If you were craving guacamole and mentally preparing for the price on your text trip to the grocery store or visit to your favorite resturant, you can rest easy. Avocado fans rejoice: the U.S. recently announced that the temporary Mexican avocado ban has been lifted after just one week.

According to The Washington Post, Mexican avocados are a more recent addition to imported fruits in the U.S., as they were previously banned over concerns that the produce could harbor pests. The decades-long ban was lifted with the North American Free Trade Agreement (NAFTA) in 1994, which in part stipulated that U.S. inspectors be allowed to check produce before it is exported from Mexico. Demand for avocados started booming in the decades following NAFTA, and the industry became an essential part of Mexico's economy, to the tune of $2.8 billion in avocado exports just last year. Cartels in Mexico seized the opportunity to extort "green gold" farmers, and when a U.S. inspections official was threatened in early February, the States enacted an avocado ban until Mexico's government could ensure the safety of inspectors.

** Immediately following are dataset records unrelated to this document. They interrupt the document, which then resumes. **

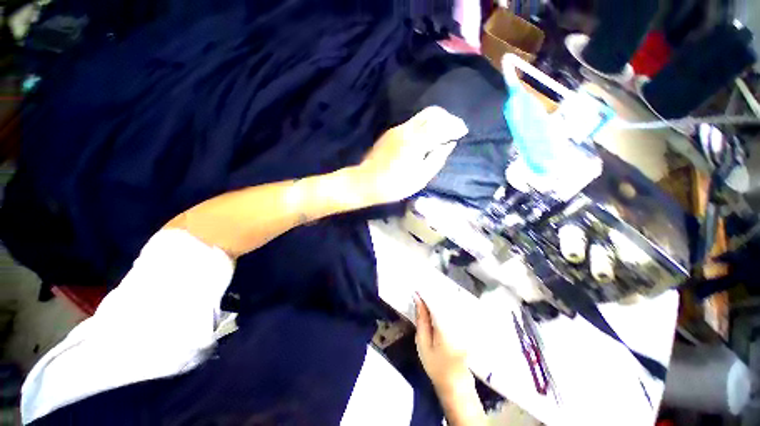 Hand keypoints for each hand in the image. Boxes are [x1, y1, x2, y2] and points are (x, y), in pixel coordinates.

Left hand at [349, 106, 467, 205]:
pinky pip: (413, 122)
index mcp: (417, 141)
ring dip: (436, 120)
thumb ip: (437, 159)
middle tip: (455, 128)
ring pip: (422, 116)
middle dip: (448, 118)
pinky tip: (427, 136)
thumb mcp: (420, 178)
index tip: (463, 131)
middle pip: (433, 113)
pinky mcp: (391, 132)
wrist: (366, 182)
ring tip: (443, 131)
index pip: (442, 125)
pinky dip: (425, 124)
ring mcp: (397, 129)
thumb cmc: (394, 185)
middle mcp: (407, 129)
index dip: (455, 126)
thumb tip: (448, 144)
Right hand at [414, 292, 472, 392]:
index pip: (435, 303)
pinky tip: (439, 300)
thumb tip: (417, 299)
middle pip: (445, 299)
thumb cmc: (436, 365)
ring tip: (428, 292)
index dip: (425, 294)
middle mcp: (458, 322)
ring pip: (451, 301)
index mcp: (445, 328)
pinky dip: (447, 301)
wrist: (456, 382)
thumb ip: (421, 319)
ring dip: (439, 295)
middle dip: (432, 292)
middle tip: (420, 289)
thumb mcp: (423, 344)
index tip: (416, 290)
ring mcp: (465, 323)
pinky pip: (456, 307)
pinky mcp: (467, 324) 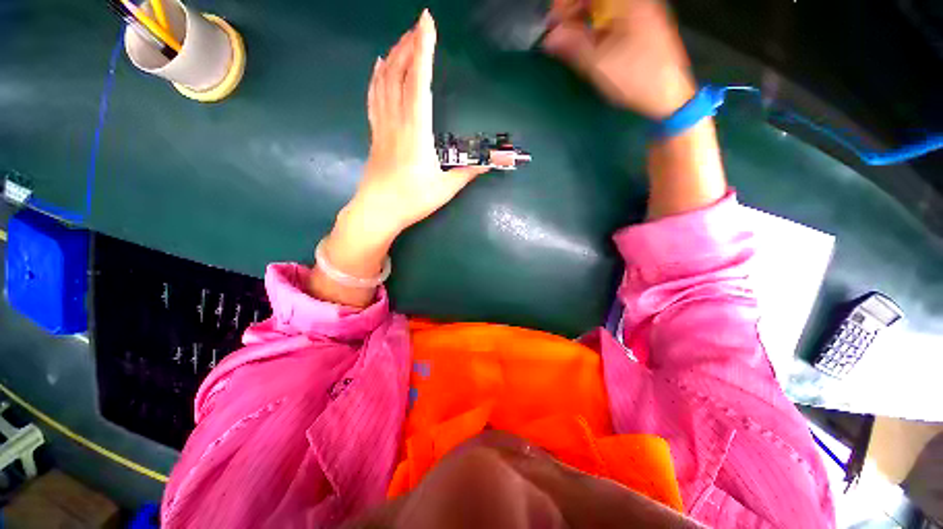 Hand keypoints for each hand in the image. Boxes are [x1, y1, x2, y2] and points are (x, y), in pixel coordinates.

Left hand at [309, 10, 488, 307]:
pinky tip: (378, 65)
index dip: (424, 49)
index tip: (427, 21)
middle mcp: (397, 121)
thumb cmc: (412, 201)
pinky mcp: (375, 134)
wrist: (378, 211)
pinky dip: (376, 77)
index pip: (419, 82)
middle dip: (409, 45)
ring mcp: (382, 126)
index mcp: (416, 131)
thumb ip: (467, 173)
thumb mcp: (445, 189)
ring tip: (402, 39)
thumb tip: (490, 164)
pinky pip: (373, 97)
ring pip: (383, 82)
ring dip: (393, 56)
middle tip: (419, 25)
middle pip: (399, 74)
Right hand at [543, 0, 696, 118]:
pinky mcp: (642, 26)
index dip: (566, 3)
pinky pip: (613, 18)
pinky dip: (596, 28)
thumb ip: (573, 46)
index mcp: (627, 3)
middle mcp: (635, 2)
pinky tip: (588, 44)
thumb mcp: (599, 64)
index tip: (552, 23)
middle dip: (573, 12)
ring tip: (569, 42)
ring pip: (603, 9)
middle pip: (596, 0)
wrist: (668, 95)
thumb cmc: (635, 78)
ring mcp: (640, 12)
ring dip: (583, 21)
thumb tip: (549, 38)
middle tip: (557, 34)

All parties recognized the potential negative impact that an avocado ban could cause — for Mexico's economy, the trade relationship, and for stateside guac fans already struggling with the high price of the popular fruit. These converging issues from both sides of the border is likely what led to such prompt response.

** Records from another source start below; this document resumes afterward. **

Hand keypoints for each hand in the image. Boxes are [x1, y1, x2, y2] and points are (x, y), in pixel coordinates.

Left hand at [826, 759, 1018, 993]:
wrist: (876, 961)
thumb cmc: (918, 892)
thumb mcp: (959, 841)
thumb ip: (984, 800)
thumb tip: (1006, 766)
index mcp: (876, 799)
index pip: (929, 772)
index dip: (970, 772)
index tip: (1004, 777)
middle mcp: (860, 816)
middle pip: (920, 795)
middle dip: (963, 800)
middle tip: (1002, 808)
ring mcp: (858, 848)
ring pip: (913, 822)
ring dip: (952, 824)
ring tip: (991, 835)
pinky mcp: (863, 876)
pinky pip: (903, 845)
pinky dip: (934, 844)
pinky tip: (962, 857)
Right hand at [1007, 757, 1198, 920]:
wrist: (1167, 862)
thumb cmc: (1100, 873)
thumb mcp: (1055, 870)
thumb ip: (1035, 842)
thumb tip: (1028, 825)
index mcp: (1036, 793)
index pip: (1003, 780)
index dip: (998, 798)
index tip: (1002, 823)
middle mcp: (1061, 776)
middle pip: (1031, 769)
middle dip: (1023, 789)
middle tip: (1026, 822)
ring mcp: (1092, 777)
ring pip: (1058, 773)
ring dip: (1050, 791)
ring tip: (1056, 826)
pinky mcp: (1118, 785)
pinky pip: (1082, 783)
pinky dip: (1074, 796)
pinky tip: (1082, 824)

The avocado ban is lifted after one week

The U.S. Department of Agriculture is not messing around with its employees' safety when they're working abroad. When an American inspector working in Mexico received a threat after raising a red flag concerning a batch of avocados, the U.S. government hobbled the powerhouse import until safety measures were restored (per The New York Times).

The Times explains that Michoacán is the only region in Mexico permitted to export avocados to the United States, and its economy would've been significantly affected by the ban if it had continued for an extended period of time. Michoacán provides almost 80% of the avocados consumed in the U.S. and rakes in $3 billion in avocado exports. In an effort to find a solution to the pressing issue, The Association of Avocado Exporting Producers and Packers of Mexico said it would create an "intelligence and security unit" to safeguard the valuable trade relationship. Increased safety measures were coupled with a security plan officiated by the government of Michoacán, and both countries agreed to the proposed improvements.

Though some were raising alarm bells, the avocado ban was lifted on Monday, February 21 before any new supply issues could have a major impact on the price.